Work request>
Give again, exactly as written, each line of the material below starting at the line that contains "pinky pip: (1145, 915)" and ending at the line that contains "thumb ip: (672, 642)". Both ends count, and no other line does.

Data extracts>
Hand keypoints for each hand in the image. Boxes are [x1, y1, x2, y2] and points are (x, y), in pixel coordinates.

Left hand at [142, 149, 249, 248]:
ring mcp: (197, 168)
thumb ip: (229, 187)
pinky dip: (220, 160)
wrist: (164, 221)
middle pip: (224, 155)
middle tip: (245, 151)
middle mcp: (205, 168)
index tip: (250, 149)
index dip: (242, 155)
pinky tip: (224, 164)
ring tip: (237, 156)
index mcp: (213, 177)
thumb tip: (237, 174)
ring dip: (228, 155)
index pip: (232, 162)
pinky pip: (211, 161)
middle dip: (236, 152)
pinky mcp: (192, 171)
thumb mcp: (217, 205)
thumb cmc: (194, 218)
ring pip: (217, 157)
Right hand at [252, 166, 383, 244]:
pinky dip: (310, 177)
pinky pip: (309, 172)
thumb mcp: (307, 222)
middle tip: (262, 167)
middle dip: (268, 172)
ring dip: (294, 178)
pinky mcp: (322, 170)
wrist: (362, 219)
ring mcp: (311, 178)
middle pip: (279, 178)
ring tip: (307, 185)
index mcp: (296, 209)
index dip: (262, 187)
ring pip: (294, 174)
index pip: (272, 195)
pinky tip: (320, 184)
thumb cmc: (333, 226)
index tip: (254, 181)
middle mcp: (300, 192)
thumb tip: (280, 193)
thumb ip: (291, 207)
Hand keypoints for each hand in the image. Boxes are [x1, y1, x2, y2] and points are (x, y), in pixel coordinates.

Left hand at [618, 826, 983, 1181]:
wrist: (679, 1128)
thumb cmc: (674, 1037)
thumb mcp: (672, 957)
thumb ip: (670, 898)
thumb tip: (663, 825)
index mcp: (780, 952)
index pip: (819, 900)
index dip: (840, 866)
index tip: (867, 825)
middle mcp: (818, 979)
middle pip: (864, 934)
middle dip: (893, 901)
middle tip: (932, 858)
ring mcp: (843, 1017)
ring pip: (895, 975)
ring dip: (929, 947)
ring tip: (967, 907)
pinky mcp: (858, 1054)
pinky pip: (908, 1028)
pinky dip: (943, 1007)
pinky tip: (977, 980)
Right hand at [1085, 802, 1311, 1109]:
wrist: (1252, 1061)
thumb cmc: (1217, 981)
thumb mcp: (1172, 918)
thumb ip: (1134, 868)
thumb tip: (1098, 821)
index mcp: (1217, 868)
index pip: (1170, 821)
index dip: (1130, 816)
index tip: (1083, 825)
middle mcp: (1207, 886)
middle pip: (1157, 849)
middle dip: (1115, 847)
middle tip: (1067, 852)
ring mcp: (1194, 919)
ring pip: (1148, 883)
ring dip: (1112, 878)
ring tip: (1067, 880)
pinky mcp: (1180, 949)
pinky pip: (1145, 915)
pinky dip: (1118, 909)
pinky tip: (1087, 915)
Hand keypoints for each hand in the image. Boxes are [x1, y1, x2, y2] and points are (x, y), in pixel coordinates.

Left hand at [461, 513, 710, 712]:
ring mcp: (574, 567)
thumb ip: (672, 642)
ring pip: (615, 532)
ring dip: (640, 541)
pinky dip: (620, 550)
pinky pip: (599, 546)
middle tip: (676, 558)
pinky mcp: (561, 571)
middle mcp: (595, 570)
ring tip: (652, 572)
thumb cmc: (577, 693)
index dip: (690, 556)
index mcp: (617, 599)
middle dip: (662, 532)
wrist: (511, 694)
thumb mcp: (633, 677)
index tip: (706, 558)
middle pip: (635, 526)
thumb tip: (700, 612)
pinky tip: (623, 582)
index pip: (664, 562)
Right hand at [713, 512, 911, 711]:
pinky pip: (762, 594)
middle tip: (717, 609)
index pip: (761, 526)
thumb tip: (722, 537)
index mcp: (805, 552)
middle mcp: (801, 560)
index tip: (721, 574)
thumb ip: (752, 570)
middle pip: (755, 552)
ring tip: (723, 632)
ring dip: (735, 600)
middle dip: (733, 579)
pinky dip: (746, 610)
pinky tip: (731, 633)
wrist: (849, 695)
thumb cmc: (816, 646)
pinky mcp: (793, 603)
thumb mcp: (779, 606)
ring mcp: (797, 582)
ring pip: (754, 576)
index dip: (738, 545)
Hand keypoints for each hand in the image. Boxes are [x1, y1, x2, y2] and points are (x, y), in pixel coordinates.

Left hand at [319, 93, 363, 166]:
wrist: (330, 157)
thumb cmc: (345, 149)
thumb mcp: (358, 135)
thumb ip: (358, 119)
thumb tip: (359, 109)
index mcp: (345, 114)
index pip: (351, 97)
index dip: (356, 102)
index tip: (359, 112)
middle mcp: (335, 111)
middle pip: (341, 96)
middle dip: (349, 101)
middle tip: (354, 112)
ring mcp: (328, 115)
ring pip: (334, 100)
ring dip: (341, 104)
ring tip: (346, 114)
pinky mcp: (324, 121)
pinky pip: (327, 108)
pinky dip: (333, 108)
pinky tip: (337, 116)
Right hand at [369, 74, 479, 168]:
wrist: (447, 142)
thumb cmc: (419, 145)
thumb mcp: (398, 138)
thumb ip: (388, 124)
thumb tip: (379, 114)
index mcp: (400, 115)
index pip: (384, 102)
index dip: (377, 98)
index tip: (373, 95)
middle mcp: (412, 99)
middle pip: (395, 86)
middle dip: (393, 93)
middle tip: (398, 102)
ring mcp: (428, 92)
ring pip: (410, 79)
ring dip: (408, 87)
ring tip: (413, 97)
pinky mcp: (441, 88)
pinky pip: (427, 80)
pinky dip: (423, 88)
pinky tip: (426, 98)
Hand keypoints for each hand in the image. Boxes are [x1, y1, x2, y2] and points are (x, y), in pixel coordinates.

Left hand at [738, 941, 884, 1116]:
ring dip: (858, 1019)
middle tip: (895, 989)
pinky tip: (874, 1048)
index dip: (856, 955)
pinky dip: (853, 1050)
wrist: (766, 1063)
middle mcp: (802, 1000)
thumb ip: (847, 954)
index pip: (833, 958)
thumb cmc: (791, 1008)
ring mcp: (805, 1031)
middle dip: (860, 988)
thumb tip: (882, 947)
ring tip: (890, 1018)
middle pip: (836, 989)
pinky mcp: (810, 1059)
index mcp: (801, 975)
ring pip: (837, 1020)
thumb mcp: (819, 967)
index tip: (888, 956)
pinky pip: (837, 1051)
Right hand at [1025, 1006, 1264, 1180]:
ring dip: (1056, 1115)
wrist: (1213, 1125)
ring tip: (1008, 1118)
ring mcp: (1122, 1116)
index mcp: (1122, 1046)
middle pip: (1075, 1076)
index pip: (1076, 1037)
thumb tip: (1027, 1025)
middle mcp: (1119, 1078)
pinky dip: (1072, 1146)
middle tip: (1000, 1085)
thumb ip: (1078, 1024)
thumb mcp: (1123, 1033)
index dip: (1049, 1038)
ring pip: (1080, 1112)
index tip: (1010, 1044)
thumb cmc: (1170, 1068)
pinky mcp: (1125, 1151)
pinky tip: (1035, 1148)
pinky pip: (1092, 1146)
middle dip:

Your response>
pinky pip: (1145, 915)
pinky dip: (1118, 909)
pinky tip: (1087, 915)
Hand keypoints for each hand in the image. Boxes are [x1, y1, x2, y2] and points are (x, y), in pixel coordinates.

Left hand at [461, 513, 710, 712]:
ring mcp: (574, 567)
thumb ip: (672, 642)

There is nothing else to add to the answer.